The task:
When you copy the material below, keep every line exact and leave each picture out.

☆ ☆ ☆ ☆ ☆

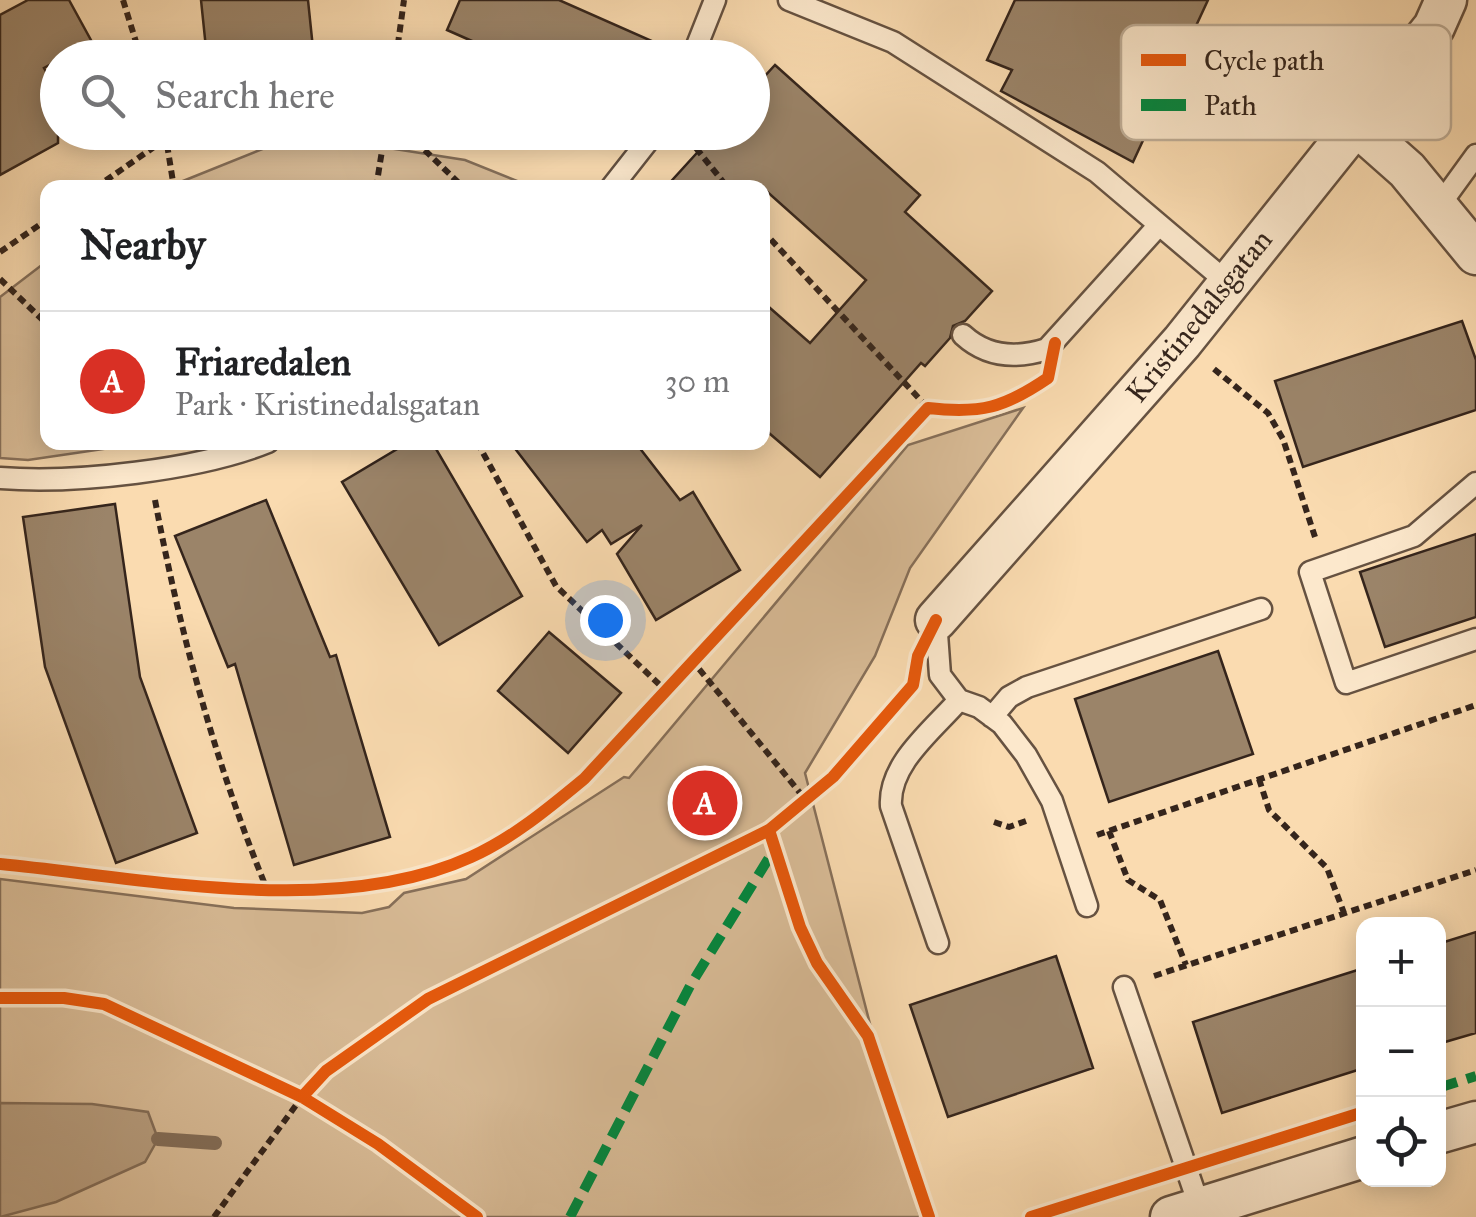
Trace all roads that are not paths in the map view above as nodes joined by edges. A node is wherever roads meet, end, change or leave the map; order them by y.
1 (715, 0) edge
2 (789, 0) edge
3 (1446, 0) edge
4 (828, 7) edge
5 (1435, 25) edge
6 (699, 40) edge
7 (1342, 140) edge
8 (1371, 140) edge
9 (641, 150) edge
10 (1476, 155) edge
11 (617, 180) edge
12 (1439, 206) junction
13 (1159, 225) junction
14 (1476, 254) edge
15 (1228, 283) junction
16 (962, 335) dead end
17 (248, 450) edge
18 (0, 478) edge
19 (1476, 483) edge
20 (1261, 609) dead end
21 (936, 620) joint
22 (1476, 640) edge
23 (959, 700) junction
24 (992, 717) junction
25 (1087, 906) dead end
26 (938, 943) dead end
27 (1124, 987) road end
28 (1476, 1122) edge
29 (1446, 1131) edge
30 (1356, 1160) edge
31 (1185, 1213) edge

1 - 6 lane
2 - 4 lane
3 - 5 street, Kristinedalsgatan
4 - 13 lane
7 - 15 street, Kristinedalsgatan
8 - 12 street
9 - 11 lane
10 - 12 lane
12 - 14 street
13 - 15 lane
13 - 16 lane
15 - 21 street, Kristinedalsgatan
17 - 18 lane
19 - 22 lane
20 - 24 lane
21 - 23 lane
23 - 24 lane
23 - 26 lane
24 - 25 lane
27 - 31 lane
28 - 29 street
30 - 31 street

☆ ☆ ☆ ☆ ☆

Worked solution:
Trace all roads that are not paths in the map view above as nodes joined by edges. A node is wherever roads meet, end, change or leave the map; order them by y.
1 (715, 0) edge
2 (789, 0) edge
3 (1446, 0) edge
4 (828, 7) edge
5 (1435, 25) edge
6 (699, 40) edge
7 (1342, 140) edge
8 (1371, 140) edge
9 (641, 150) edge
10 (1476, 155) edge
11 (617, 180) edge
12 (1439, 206) junction
13 (1159, 225) junction
14 (1476, 254) edge
15 (1228, 283) junction
16 (962, 335) dead end
17 (248, 450) edge
18 (0, 478) edge
19 (1476, 483) edge
20 (1261, 609) dead end
21 (936, 620) joint
22 (1476, 640) edge
23 (959, 700) junction
24 (992, 717) junction
25 (1087, 906) dead end
26 (938, 943) dead end
27 (1124, 987) road end
28 (1476, 1122) edge
29 (1446, 1131) edge
30 (1356, 1160) edge
31 (1185, 1213) edge

1 - 6 lane
2 - 4 lane
3 - 5 street, Kristinedalsgatan
4 - 13 lane
7 - 15 street, Kristinedalsgatan
8 - 12 street
9 - 11 lane
10 - 12 lane
12 - 14 street
13 - 15 lane
13 - 16 lane
15 - 21 street, Kristinedalsgatan
17 - 18 lane
19 - 22 lane
20 - 24 lane
21 - 23 lane
23 - 24 lane
23 - 26 lane
24 - 25 lane
27 - 31 lane
28 - 29 street
30 - 31 street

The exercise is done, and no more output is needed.